I mention this to say that during the conversation with this person who reached out, we ended up discussing the issue of unrelenting guilt over past sins. I could tell very quickly in the course of our exchange that this person was incredibly tormented by a sense of shame over past offenses that have long since been forgiven by God – completely erased in the eyes of Christ. This is something I’ve wrestled with in the past and have come to be set free from over the course of months of the Spirit working in me and revealing Truth to me. I asked if they had talked to God about the difficulty in forgiving themselves & they said certainly – and that for a time it helps, but the guilt always crowds back in… That did not surprise me at all. Most things that we surrender to God, we are incredibly prone to pick back up again, sometimes just moments later. It is only by a continuous process of giving over, the repeated surrendering at the feet of Jesus, combined with enlightenment on the subject by the Spirit Himself teaching us we do not have to pick it back up again that we are ever able to let go fully… And often, this is something we have to be told repeatedly before we really effectively learn it.
After this exchange last night, I was redirected back to that post about the difference between conviction and condemnation. I felt led to post a response to be sure the person asking received enough clarification, and to offer to talk if they were still wrestling with the matter. Having not heard anything back, I presumed it was all done and would not be revisited until I received a text today asking my take on the two… This is what poured out of me in response:
Conviction is the twinge that lets me know something I’ve done is in some way disappointing to God or less than giving Him my best. It’s the tug at my soul that causes me to realize I need to draw near to Jesus and ask for some enlightenment on what I may have done and why it was wrong or how it could have hurt Him or come between us.

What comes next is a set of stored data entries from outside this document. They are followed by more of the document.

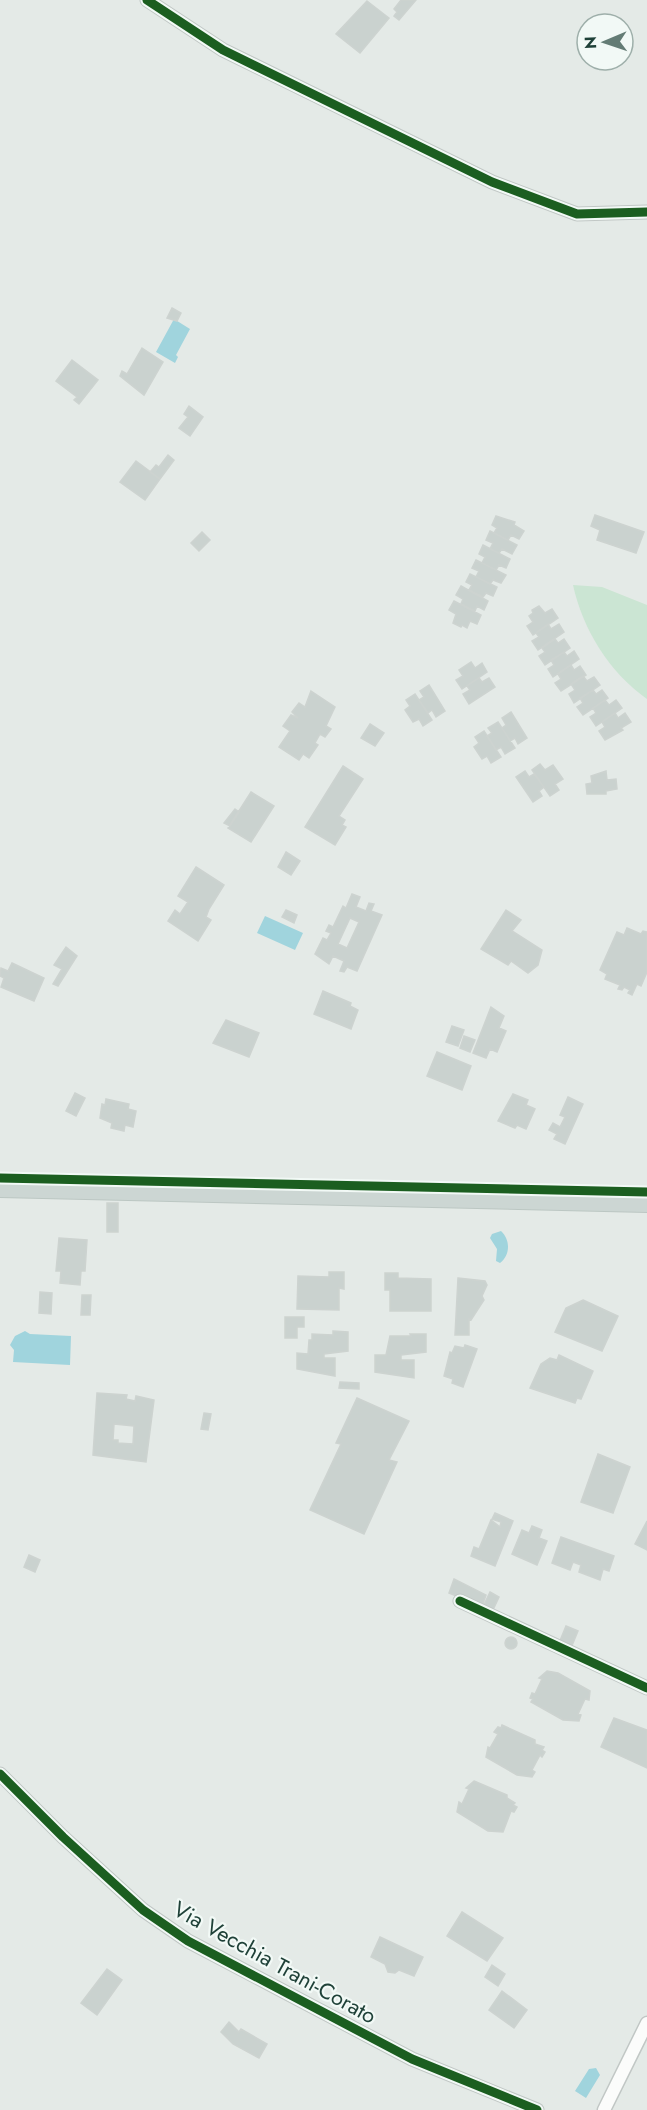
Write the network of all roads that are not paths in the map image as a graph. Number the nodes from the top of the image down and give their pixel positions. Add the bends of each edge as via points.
1 (147, 0) edge
2 (647, 212) edge
3 (0, 1187) edge
4 (647, 1202) edge
5 (460, 1602) dead end
6 (647, 1688) edge
7 (0, 1774) edge
8 (647, 2023) edge
9 (647, 2034) edge
10 (642, 2044) edge
11 (607, 2107) edge
12 (534, 2109) edge

1 - 2 street via 223,50 492,182 577,214
3 - 4 main road
5 - 6 street
7 - 12 street, Via Vecchia Trani-Corato via 143,1910 188,1941 412,2059
8 - 10 street
9 - 10 street
10 - 11 street

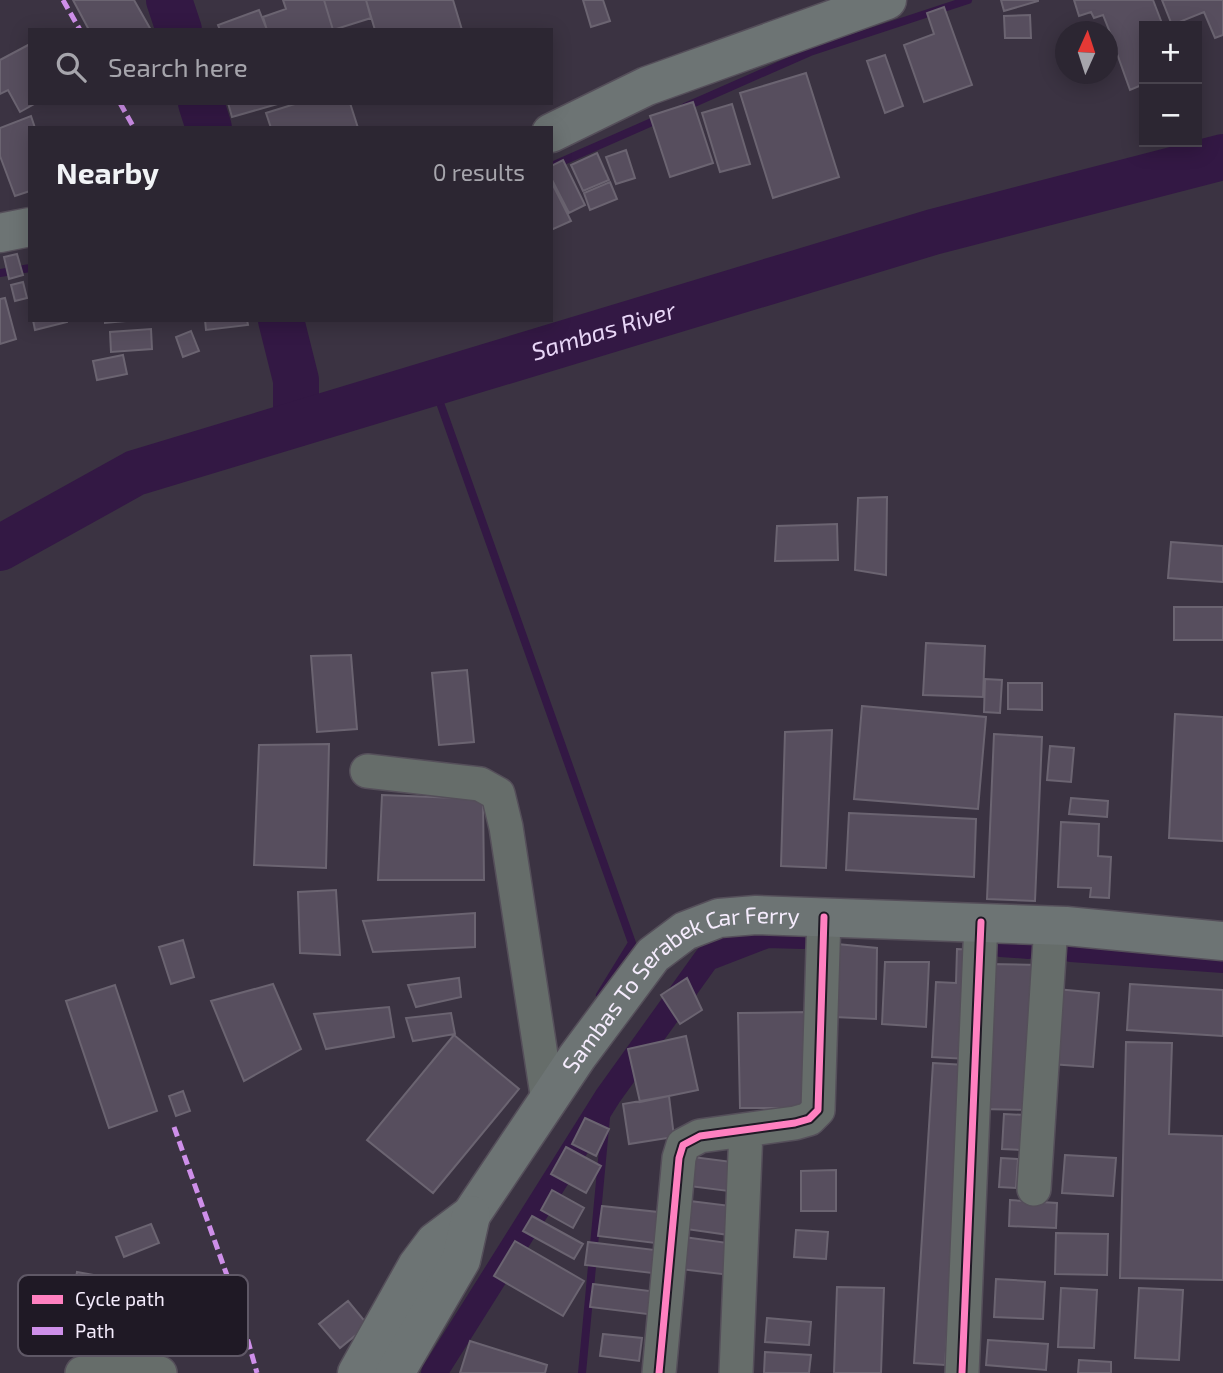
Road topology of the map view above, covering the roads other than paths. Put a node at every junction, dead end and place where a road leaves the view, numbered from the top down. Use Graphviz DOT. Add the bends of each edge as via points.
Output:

Conviction is that initial sensation that causes me to realize I’ve done anything wrong to recognize I need to confess and seek forgiveness and help from God to overcome bad behavior or less than pleasing habits or thought patterns. Conviction is very useful and helpful and good because when acknowledged, it causes us to realize that need to draw nearer to God.
Condemnation, on the other hand, is the carrying of guilt over the offense – a sense of punishment or shame – the continuing to loathe the behavior long after it’s been forgiven by God, keeping us trapped and tormented. Condemnation is the enemy’s tool of guilt that makes us feel that we are unworthy of the love that has been so freely poured out on us. We carry the burden far past when Jesus has totally erased the sin. Self-condemnation is a horrible sentence to impose on the psyche, refusing to forgive oneself – insisting your offense is too great to be pardoned, too bad to be entirely wiped away. The enemy convinces us internally that we are still marked by our sin even though by the blood of Christ we have in GOD’s eyes been made clean and pure. We carry on feeling dirty and walk through life defeated… We begin to shut down, presuming because of our guilt that we are unlovable and less than. We grow distant from God and recede into depression and darkness (which is the whole point of this attack on us).

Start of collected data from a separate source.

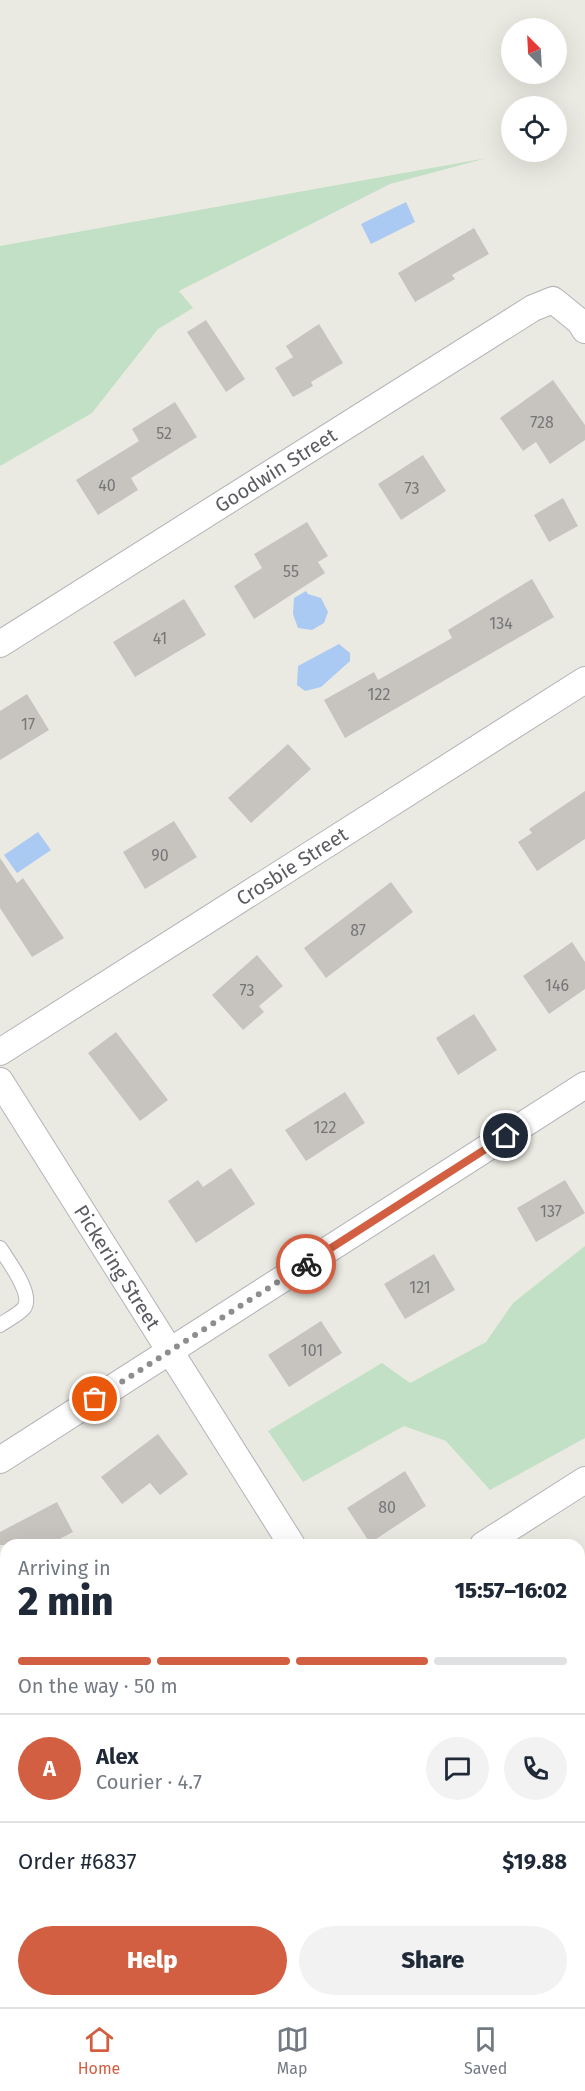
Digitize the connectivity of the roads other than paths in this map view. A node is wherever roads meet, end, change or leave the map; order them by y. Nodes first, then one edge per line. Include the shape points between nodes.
1 (585, 330) edge
2 (0, 644) edge
3 (585, 680) edge
4 (0, 1052) edge
5 (0, 1080) edge
6 (585, 1085) edge
7 (0, 1248) edge
8 (4, 1265) edge
9 (0, 1325) edge
10 (171, 1351) junction
11 (0, 1460) edge
12 (585, 1480) edge
13 (288, 1539) edge
14 (492, 1539) edge

1 - 2 street, Goodwin Street via 553,300 533,308
3 - 4 street, Crosbie Street
5 - 10 street, Pickering Street
6 - 10 street
7 - 8 lane
8 - 9 lane via 23,1287 26,1304
10 - 11 street
10 - 13 street, Pickering Street
12 - 14 street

The brilliant hope though is that Jesus came to set us free from all this guilt and shame. And even if we have been caught in patters of living in self-condemnation for years, the Spirit can and will teach us to forgive ourselves as fully as God has forgiven us. HE will reveal the Truth to us & the Truth, once understood and internalize and fully realized, will set us free indeed!
To anyone who wrestles with this personally, I pose the questions that helped me to better understand why this is such a wrong way of thinking:
Who am I to pass greater judgment
than the Lord, God of Heaven?
Who am I to insist that my sin is too great
to be covered by the blood of Jesus Christ?
Who in all this do I think that I am?
By passing judgment and issuing sentence of shame on ourselves for offenses and trespasses already forgiven and entirely erased by GOD HIMSELF, we are actually setting ourselves up as a greater authority than He.
They are challenging questions – and they did not set me free in and of themselves, but they helped me to see the situation from a different perspective. It is NOT God’s desire for us to trudge about lamenting our past offenses – He wants us to walk in VICTORY! He longs to restore us to a right and fruitful relationship with Himself, and does so out of love and great delight when we confess.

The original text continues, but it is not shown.